Niko Partners initiated coverage on Saudi Arabia, the United Arab Emirates and Egypt for the first time in 2022. We call this region MENA-3 in our reports and expect combined games revenue across all platforms to surpass $2 billion this year. Growth will be driven by higher spending per user, additional government support across games and esports, and more gamers entering the market.

2. India will have over 400 million gamers in 2022 

We predict India will surpass 400 million gamers this year, accounting for over ¼ of total gamers in Asia. We also believe that India, the fastest growing market in Asia, will be the next market to reach $1 billion. Niko Partners has often talked about how the ITV markets, referring to Indonesia, Thailand, and Vietnam, would be the next billion-dollar games markets. These three markets have surpassed $1 billion individually over the past two years.

3. Game approvals in China will restart in early 2022 

China’s video game regulator has not approved any new titles since July 22, 2021. There were only 755 titles approved in 2021, compared to 1,411 in 2020. With the roll out of the national anti-addiction and real name identification system now complete, we expect approvals to restart in early 2022.

4. China’s regulatory approach will shift from reform to enforcement

China’s video game regulator introduced new policies in 2021, primarily aimed at curbing gaming addiction among minors. We expect the regulator to shift away from policy reform in 2022, as it looks to ensure compliance with current regulations.

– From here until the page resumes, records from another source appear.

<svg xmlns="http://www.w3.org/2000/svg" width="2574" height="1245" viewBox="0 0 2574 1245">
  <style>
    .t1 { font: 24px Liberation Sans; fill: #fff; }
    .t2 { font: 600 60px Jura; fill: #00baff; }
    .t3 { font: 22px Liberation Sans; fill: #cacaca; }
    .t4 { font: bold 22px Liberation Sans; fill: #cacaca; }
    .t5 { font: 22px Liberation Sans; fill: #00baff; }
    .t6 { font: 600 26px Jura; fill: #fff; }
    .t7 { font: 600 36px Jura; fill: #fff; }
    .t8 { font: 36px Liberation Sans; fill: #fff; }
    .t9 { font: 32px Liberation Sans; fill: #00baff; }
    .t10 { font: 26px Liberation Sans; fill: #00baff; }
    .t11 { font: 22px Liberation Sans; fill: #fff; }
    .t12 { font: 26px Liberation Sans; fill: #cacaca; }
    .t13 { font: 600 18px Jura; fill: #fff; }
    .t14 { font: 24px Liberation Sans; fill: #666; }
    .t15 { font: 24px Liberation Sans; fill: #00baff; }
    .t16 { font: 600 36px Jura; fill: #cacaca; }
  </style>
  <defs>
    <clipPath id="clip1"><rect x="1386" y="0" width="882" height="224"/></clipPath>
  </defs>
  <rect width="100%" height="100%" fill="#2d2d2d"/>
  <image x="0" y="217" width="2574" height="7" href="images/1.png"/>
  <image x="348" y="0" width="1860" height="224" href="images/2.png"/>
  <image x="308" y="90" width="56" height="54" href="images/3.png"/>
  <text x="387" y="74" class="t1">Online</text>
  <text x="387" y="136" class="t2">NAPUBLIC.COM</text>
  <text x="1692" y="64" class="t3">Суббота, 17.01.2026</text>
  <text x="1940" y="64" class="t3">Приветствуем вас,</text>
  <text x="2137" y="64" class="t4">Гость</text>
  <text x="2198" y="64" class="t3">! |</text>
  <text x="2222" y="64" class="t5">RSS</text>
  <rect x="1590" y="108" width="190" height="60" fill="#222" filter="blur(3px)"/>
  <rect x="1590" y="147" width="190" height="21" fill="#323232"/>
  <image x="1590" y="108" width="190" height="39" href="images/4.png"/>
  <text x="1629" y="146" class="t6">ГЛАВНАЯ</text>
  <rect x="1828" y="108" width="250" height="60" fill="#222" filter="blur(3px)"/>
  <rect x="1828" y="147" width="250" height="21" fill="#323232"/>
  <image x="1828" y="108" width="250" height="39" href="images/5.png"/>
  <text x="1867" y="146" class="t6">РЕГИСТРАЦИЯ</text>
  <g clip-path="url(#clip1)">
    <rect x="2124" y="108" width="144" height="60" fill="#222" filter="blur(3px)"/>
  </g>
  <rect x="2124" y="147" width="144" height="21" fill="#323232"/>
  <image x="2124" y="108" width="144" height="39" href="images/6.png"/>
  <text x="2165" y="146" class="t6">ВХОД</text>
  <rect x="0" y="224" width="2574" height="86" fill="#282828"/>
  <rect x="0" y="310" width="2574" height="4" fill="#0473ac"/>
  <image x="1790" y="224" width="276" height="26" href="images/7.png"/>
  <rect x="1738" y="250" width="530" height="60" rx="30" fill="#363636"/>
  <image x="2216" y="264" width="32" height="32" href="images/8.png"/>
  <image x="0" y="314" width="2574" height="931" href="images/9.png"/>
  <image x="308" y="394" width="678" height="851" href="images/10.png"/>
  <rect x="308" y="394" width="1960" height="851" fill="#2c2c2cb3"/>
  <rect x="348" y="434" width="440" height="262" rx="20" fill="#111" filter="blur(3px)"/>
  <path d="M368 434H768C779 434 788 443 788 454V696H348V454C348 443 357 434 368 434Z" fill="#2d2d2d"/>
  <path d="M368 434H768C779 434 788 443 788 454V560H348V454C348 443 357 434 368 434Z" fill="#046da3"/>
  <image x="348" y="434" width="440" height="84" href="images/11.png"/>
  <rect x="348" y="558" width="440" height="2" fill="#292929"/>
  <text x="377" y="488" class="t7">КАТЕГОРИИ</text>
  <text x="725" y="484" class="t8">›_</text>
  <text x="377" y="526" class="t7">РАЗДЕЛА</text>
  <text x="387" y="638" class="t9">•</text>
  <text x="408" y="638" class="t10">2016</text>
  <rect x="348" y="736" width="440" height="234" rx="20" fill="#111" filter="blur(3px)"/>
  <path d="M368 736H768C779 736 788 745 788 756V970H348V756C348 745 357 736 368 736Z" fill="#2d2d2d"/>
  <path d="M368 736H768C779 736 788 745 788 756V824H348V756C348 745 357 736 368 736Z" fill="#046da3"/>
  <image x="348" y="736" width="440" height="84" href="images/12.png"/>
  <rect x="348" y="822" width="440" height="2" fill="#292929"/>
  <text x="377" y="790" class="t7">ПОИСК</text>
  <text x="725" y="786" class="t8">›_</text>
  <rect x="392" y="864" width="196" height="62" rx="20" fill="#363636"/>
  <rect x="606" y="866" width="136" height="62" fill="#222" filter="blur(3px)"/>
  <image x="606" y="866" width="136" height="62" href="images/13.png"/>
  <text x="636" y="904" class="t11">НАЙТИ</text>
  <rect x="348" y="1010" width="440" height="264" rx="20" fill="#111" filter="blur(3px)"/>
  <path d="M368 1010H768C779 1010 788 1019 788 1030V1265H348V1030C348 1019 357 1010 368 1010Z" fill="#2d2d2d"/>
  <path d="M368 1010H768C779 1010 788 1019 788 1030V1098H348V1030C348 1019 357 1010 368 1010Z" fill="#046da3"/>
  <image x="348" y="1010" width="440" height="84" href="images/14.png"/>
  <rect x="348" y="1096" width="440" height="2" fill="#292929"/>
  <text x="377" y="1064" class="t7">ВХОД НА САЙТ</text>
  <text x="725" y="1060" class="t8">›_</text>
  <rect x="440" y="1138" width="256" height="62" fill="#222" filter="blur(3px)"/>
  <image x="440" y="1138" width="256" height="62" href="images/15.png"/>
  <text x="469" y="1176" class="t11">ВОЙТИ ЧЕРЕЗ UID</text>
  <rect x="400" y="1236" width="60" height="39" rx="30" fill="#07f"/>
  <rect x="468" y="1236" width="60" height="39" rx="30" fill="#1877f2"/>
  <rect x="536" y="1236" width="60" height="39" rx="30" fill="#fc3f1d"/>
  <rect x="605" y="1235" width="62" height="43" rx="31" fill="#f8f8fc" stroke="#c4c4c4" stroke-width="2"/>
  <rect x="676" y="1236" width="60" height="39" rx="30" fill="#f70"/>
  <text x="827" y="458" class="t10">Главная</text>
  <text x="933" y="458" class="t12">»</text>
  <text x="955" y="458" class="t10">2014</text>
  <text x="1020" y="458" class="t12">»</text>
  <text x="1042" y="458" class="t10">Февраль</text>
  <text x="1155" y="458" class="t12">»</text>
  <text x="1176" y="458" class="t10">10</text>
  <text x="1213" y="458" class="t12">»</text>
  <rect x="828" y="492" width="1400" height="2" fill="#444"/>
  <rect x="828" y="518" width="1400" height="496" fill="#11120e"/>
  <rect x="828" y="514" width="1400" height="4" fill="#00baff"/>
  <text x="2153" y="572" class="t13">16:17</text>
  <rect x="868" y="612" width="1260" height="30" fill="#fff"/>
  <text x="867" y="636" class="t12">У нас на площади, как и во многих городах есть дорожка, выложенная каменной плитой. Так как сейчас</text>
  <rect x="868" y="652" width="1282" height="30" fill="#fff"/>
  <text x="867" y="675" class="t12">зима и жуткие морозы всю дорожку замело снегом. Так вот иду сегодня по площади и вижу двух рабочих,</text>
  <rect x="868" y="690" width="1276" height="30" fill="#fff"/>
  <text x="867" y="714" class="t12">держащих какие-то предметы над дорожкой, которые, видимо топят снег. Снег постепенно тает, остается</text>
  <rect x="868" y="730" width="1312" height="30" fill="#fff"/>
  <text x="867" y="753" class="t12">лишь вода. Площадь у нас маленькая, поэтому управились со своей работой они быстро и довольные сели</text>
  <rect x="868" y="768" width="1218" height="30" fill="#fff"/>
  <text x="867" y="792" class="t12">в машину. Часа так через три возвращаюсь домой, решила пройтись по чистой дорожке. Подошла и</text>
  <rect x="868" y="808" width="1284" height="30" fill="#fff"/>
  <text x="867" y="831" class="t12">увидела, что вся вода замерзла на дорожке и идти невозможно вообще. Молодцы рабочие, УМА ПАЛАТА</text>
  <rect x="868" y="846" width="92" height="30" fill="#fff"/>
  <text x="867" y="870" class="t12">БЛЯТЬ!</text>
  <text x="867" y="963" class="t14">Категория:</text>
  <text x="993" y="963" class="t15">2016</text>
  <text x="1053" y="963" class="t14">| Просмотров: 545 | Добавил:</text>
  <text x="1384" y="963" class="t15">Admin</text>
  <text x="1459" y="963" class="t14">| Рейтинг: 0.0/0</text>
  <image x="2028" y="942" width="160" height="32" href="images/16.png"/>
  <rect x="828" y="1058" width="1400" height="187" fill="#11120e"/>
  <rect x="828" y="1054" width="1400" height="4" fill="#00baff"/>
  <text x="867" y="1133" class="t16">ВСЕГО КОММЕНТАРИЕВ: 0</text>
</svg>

We are already starting to see a crackdown on companies that are curbing regulations and we have upgraded the risk of a Steam International ban in China to high.

5. Game companies in China will increase focus on exports 

Chinese game companies have dominated their home market and found success overseas with mobile games. With increased investment in AAA game development, local indie studios and the ongoing regulatory risk at home, we expect Chinese game companies to start finding success on all platforms overseas in 2022 and beyond.

6. Esports will become more legitimate in 2022

In 2017 the International Olympic Committee recognized esports as a sport, in 2018 esports was a demonstration event at the Asian Games in Jakarta, Indonesia and in 2022 Esports will be a medal event at the Asian Games in Hangzhou, China. This will lead to more investment in esports player pipelines and player development. 2022 will enjoy an increase in esports training, education, subsidies aimed at esports management, player development.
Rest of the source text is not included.